The view matrix converts from world to view space.

The projection matrix from view to clip space.

Transformation from clipspace to screen coords is done by setting the viewport which is a rectangle, not a matrix. The viewport is set automagically by the windowing api to the size of the window in window mode. Else or if you want a different area you can set the viewport to different sizes with glViewport() and you can query the size with glGetIntegerv( GL_V... ).

@Green_Baron

good point, there might not be a matrix which holds this info, the windowing api might do this behind the scenes

Reject the basic asumption of civialisation especially the importance of material possessions
2 minutes ago, Green_Baron said:

Never heard of a viewport matrix. Anybody else maybe ?

The viewport transform can be expressed in matrix form, but unless things have changed I don't think OpenGL exposes that to the user.

14 minutes ago, Cacks said:

@Green_Baron

after the Perspective Transformation there is a Viewport Transformation using a 4x4 matrix to map the coords to screen coords

The reason I want the 4x4 Viewport matrix is because I need it to convert world coords to screen coords

GL_VIEWPORT  just gives the viewport position & size not the 4x4 matrix

I don't know if modern OpenGL provides a way to 'feed back' screen coordinates - I'll leave it to others to comment on that.

But, you can do it yourself. Everything OpenGL does is just math, ultimately, and can be recreated on the CPU or wherever if needed. Getting positions into clip space is fairly straightforward, as you just need to transform by the same matrices you're submitting to OpenGL (or using in a vertex program or whatever). After that you need to get the coordinates into NDC space, and then transform to screen space.

I've implemented all this in my own code before, although I don't have that code handy at the moment. I'll also mention that math libraries sometimes offer this functionality in the form of e.g. a 'project point' function. GLM, for example, might include this (I don't know if it does - it just seems like it might).

Also, depending on what you need the screen space coordinates for, you might be able to accomplish the same thing via other means. For example, if you want to know whether a point is visible to the camera (not counting occlusion), that can be done via other means that don't involve transforming to screen space.

You're right, i was very superficial. Thanks for pointing it out.

Yes, glm has project and unproject functions for these cases.

The glm functions claim to be compatible to the old glut functions ...

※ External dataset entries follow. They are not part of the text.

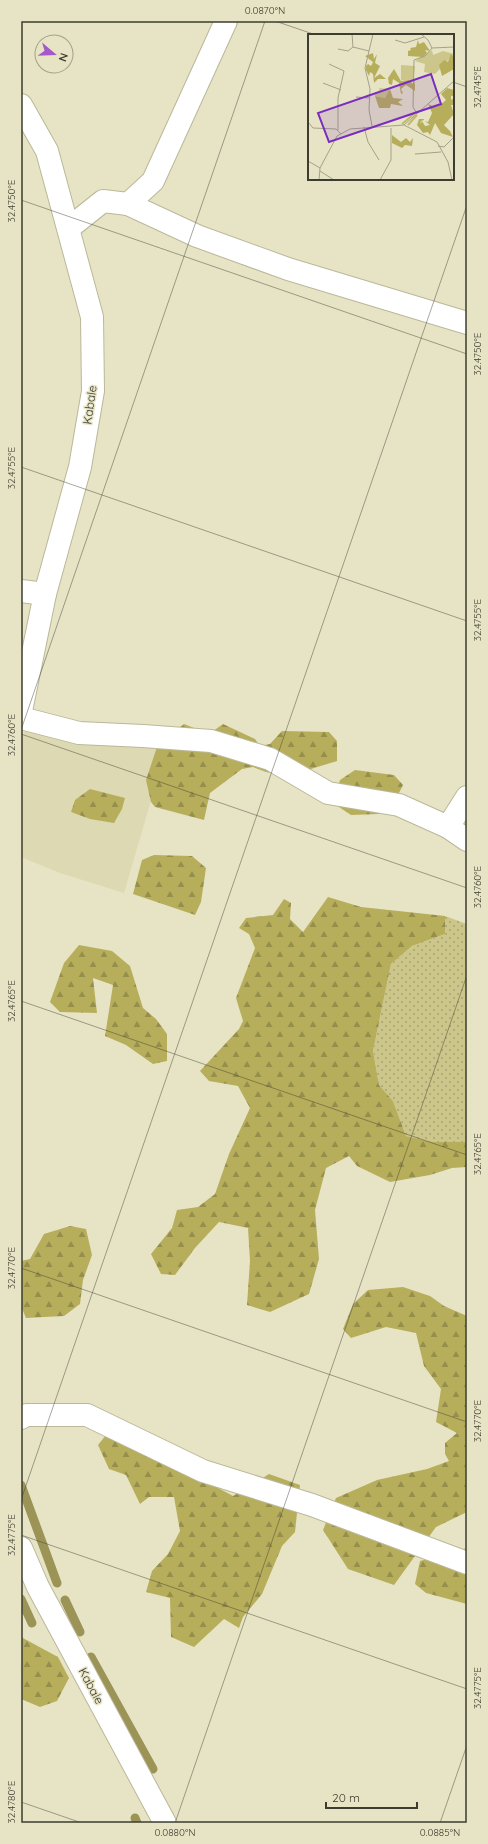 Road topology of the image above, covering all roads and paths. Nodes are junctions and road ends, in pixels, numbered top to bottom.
1 (226, 21) edge
2 (21, 105) edge
3 (128, 204) junction
4 (69, 228) junction
5 (467, 324) edge
6 (21, 591) edge
7 (45, 594) junction
8 (21, 710) edge
9 (21, 718) edge
10 (467, 797) edge
11 (448, 827) junction
12 (467, 840) edge
13 (21, 1418) edge
14 (21, 1548) edge
15 (467, 1563) edge
16 (165, 1823) edge

1 - 3 street
2 - 4 street, Kabale
3 - 4 street
3 - 5 street
4 - 7 street, Kabale
6 - 7 street
7 - 8 street, Kabale
9 - 11 street
10 - 11 street
11 - 12 street
13 - 15 street
14 - 16 street, Kabale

I'm using gluProject & gluUnproject atm but it would simplify my code if I could use the correct matrices

Reject the basic asumption of civialisation especially the importance of material possessions
On 10/16/2019 at 12:52 PM, Green_Baron said:

Never heard of a viewport matrix. Anybody else maybe ?

 

On 10/16/2019 at 1:01 PM, Cacks said:

there might not be a matrix which holds this info

There is no such matrix available in the API. However all OpenGL implementation must follow the same equations that are depicted here for example.

 

To OP, what exactly are you trying to achieve ?

@_Silence_

I want to convert my selected game object world position to screen position

I then want to add my mouse movement coords to that position

Project the updated screen position into the world

Then make a ray

Reject the basic asumption of civialisation especially the importance of material possessions
21 hours ago, Cacks said:

I want to convert my selected game object world position to screen position

I then want to add my mouse movement coords to that position

Project the updated screen position into the world

Then make a ray

If I understand you well, you want to do picking with casting a ray from where the camera is, up to the object which is under the cursor location. There are many tutorials about this. I found this one.

There might have easier alternatives depending on what you exactly want to do with the picked object, which looks unclear to me: normally you first start by the ray, until you find the selected object.